Deep Blue? Meet Deep Copper. IBM will unveil a new generation of supercomputers it says offers a major performance increase by using IBM Power3 processors with copper interconnect technology.
Called RS/6000 SP, the new supercomputer will offer up to 20 percent greater performance than its predecessor, according to IBM. IBM's supercomputers, which are generally very large and very expensive, tackle computing tasks that require enormous amounts of data by breaking up the data into smaller pieces and processing it in parallel on a number of nodes. The new RS/6000 SP will have up to 144 nodes and 1,152 375MHz Power3-II chips. Each node will cost about $46,000 (£28,000).
While consumers won't purchase the new supercomputers, which will be used by researchers in health care or by scientists working to predict weather patterns, they may benefit from them indirectly.

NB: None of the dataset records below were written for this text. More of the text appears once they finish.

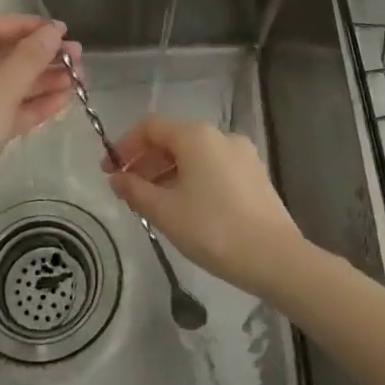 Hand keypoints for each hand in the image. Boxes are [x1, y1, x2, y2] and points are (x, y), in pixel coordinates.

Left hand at [0, 15, 80, 232]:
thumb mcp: (0, 90)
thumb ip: (30, 57)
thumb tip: (55, 30)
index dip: (29, 26)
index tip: (64, 32)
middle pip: (3, 56)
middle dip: (42, 56)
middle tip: (78, 60)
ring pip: (8, 85)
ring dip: (42, 81)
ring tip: (78, 81)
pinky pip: (7, 110)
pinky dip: (32, 105)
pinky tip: (62, 103)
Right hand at [105, 113, 311, 298]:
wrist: (275, 258)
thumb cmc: (213, 229)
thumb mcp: (165, 211)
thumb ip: (135, 190)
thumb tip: (117, 179)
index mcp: (196, 136)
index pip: (151, 126)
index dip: (125, 145)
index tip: (109, 170)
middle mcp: (220, 135)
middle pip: (173, 138)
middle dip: (146, 160)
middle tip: (125, 187)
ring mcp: (242, 154)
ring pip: (194, 154)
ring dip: (167, 171)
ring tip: (151, 201)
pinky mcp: (254, 175)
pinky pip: (213, 166)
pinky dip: (191, 178)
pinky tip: (183, 205) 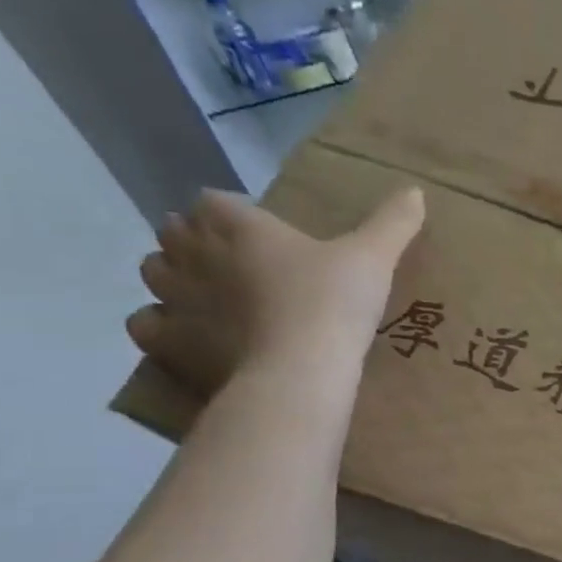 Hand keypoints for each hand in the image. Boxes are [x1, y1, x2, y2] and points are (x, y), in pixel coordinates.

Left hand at [127, 187, 424, 395]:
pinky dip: (161, 322)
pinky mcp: (167, 340)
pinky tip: (189, 332)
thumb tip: (416, 191)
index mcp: (238, 225)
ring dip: (173, 276)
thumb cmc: (333, 303)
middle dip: (195, 240)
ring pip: (153, 271)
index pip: (214, 201)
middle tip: (233, 261)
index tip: (257, 229)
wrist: (299, 371)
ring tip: (206, 294)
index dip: (230, 212)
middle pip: (176, 232)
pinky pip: (144, 321)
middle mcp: (194, 252)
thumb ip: (392, 223)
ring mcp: (173, 296)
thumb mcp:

Homer Walker, a professor and head of Worcester Polytechnic Institute's Mathematical Sciences department, says the college is going to use an RS/6000 SP to study topics as diverse as highway safety, arterial blood flow in humans and combustion.
Walker, as part of a joint project between WPI, the University of Utah and the Centre for Simulation of Accidental Fires and Explosions, a US Department of Energy-funded organisation, will use the machine to model combustion. The RS/6000 SP will be used to look at "how (fires) proceed and how they may go to catastrophic stages," he said.
Not only will the copper technology used in the RS/6000 SP supercomputer benefit researchers, it's working its way into mainstream products that are available to consumers.
"The fundamental thing copper does ... is allow the (processor) to run at a much higher clock frequency," said Dean McCarron, principal analyst at Mercury Research. "Copper is no longer as exotic as it was, but it is still cutting-edge."
Copper-based PowerPC processors manufactured by IBM are used, for example, in Apple Computer's Macintosh computers and iBook portable. IBM officials said a copper-based PowerPC chip will also power a forthcoming game console from Nintendo.
Put simply, copper is a more efficient conductor than aluminum, making it useful in processors because it allows for smaller, thinner interconnects. Interconnects are tiny pieces of wire that connect transistors inside a processor. Smaller interconnects make for smaller, higher-performance chips because chip makers can pack more transistors into a smaller space. Copper's properties also make it more power-efficient than aluminum.
The metal, however, is difficult to use in the manufacturing of processors. It has a habit of contaminating the silicon of a chip. IBM developed a workaround for this.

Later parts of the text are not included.